"The Bord-de-Mer" by Gérard Pierre-Charles (1935-2004)
An excerpt from Pierre-Charles’s L’économie haïtienne et sa voie de développement (1993). Pierre-Charles was a Marxist intellectual who led the United Communist Party in Haiti. As one would expect, he had little positive to say about Haiti’s wealthy capitalists.
The Reimbolt, Brandt, Wiener, Madsen, Dufort, and Berne [families] dominate most of the coffee trade [in Haiti].
To export [coffee], it must be prepared. Even once a peasant strips the cherries, they are not yet ready. This is why there is an export sector.

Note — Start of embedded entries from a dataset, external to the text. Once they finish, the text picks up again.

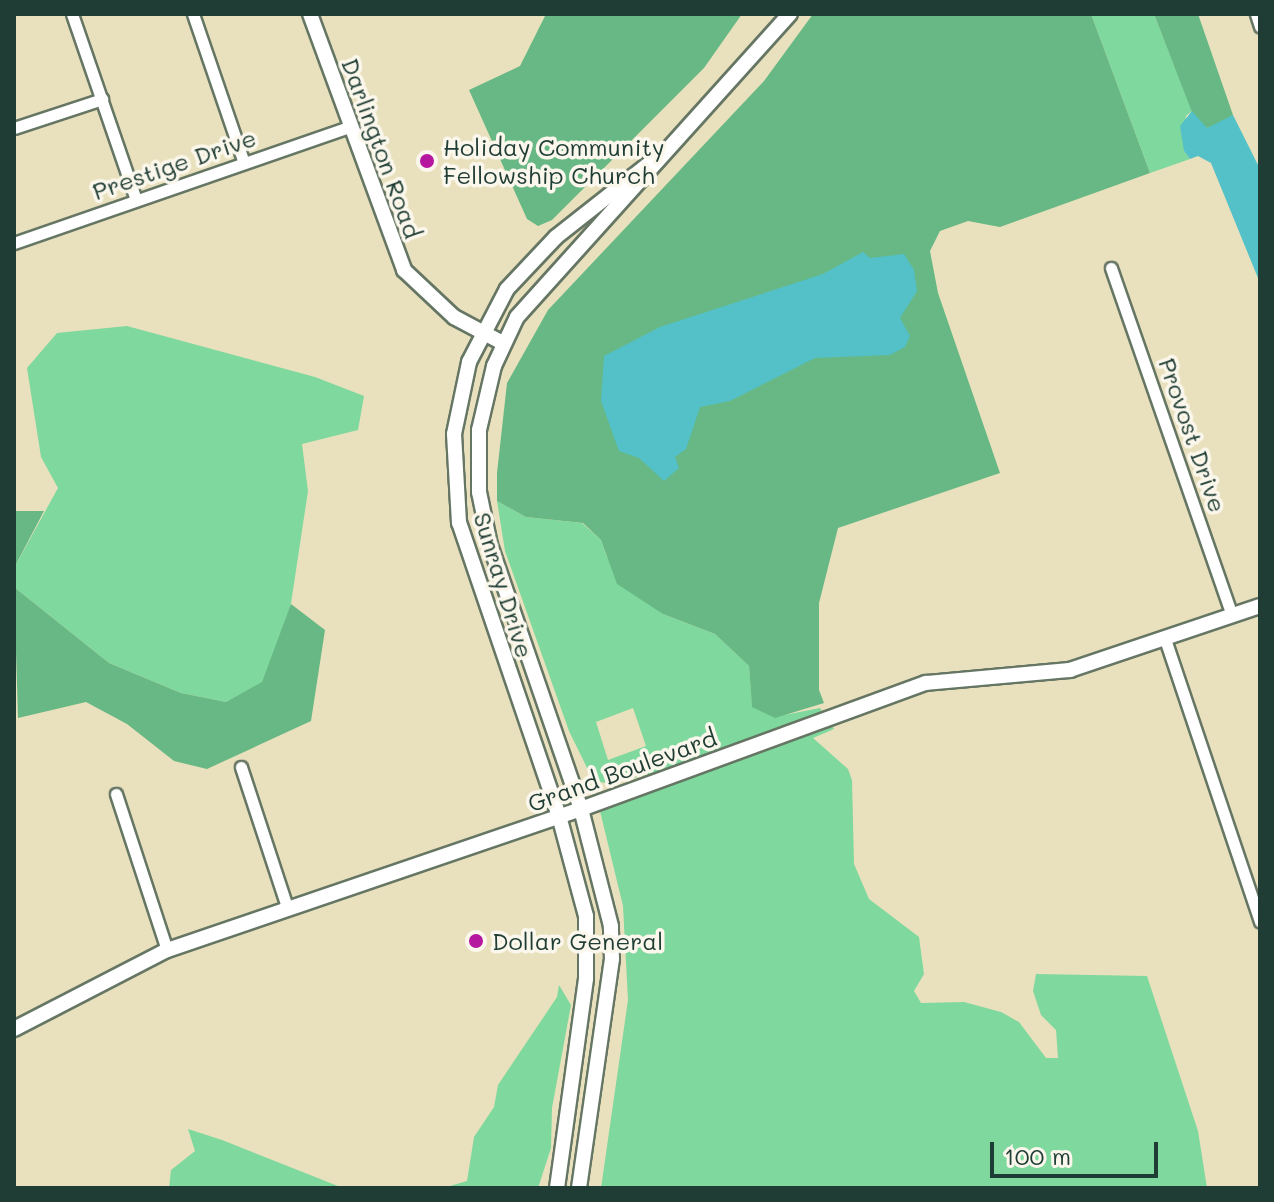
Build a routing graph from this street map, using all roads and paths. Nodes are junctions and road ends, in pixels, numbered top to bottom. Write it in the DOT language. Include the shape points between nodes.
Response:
graph roads {
  1 [pos="72,14"];
  2 [pos="193,14"];
  3 [pos="310,14"];
  4 [pos="790,14"];
  5 [pos="1256,14"];
  6 [pos="1260,26"];
  7 [pos="102,99"];
  8 [pos="349,127"];
  9 [pos="14,128"];
  10 [pos="664,154"];
  11 [pos="244,163"];
  12 [pos="136,200"];
  13 [pos="14,243"];
  14 [pos="1111,268"];
  15 [pos="482,333"];
  16 [pos="503,343"];
  17 [pos="1260,606"];
  18 [pos="1232,616"];
  19 [pos="1165,639"];
  20 [pos="241,767"];
  21 [pos="116,794"];
  22 [pos="581,809"];
  23 [pos="559,816"];
  24 [pos="287,907"];
  25 [pos="1260,921"];
  26 [pos="167,950"];
  27 [pos="14,1029"];
  28 [pos="557,1188"];
  29 [pos="579,1188"];
  1 -- 7 [label="street"];
  2 -- 11 [label="street"];
  3 -- 8 [label="street, Darlington Road"];
  4 -- 10 [label="street, Sunray Drive"];
  5 -- 6 [label="street"];
  7 -- 9 [label="street"];
  7 -- 12 [label="street"];
  8 -- 11 [label="street, Prestige Drive"];
  8 -- 15 [label="street, Darlington Road" via="404,270 427,296"];
  10 -- 15 [label="street, Sunray Drive" via="535,256 497,304"];
  10 -- 16 [label="street, Sunray Drive" via="571,252 517,317"];
  11 -- 12 [label="street, Prestige Drive"];
  12 -- 13 [label="street, Prestige Drive"];
  14 -- 18 [label="street, Provost Drive"];
  15 -- 16 [label="street, Darlington Road"];
  15 -- 23 [label="street, Sunray Drive" via="457,404 453,476 459,523"];
  16 -- 22 [label="street, Sunray Drive" via="479,430 479,492 490,545"];
  17 -- 18 [label="street, Grand Boulevard"];
  18 -- 19 [label="street, Grand Boulevard"];
  19 -- 22 [label="street, Grand Boulevard" via="1047,675 968,675 926,683"];
  19 -- 25 [label="street"];
  20 -- 24 [label="street"];
  21 -- 26 [label="street"];
  22 -- 23 [label="street, Grand Boulevard"];
  22 -- 29 [label="street, Sunray Drive" via="602,880 612,959"];
  23 -- 24 [label="street, Grand Boulevard"];
  23 -- 28 [label="street, Sunray Drive" via="586,916 588,952"];
  24 -- 26 [label="street, Grand Boulevard"];
  26 -- 27 [label="street, Grand Boulevard"];
}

For coffee… there are over one-hundred-and-fifty small and medium institutions in the countryside that provide preliminary preparation. But their work is insufficient. Export houses in the cities prepare the final product. [In these establishments] women are put to work and are exploited without any appreciation.
[The families that own the export houses] hoard most of the profits which they either deposit in foreign banks or spend on luxury goods. Only the Brandts and, to a lesser extent, the Madsens have made an attempt to [save money and] accumulate capital to invest in other industries…. For example there are now factories that make soap and butter. And there is the Brandt textile factory.
All of this is to amass massive fortunes and build luxurious homes.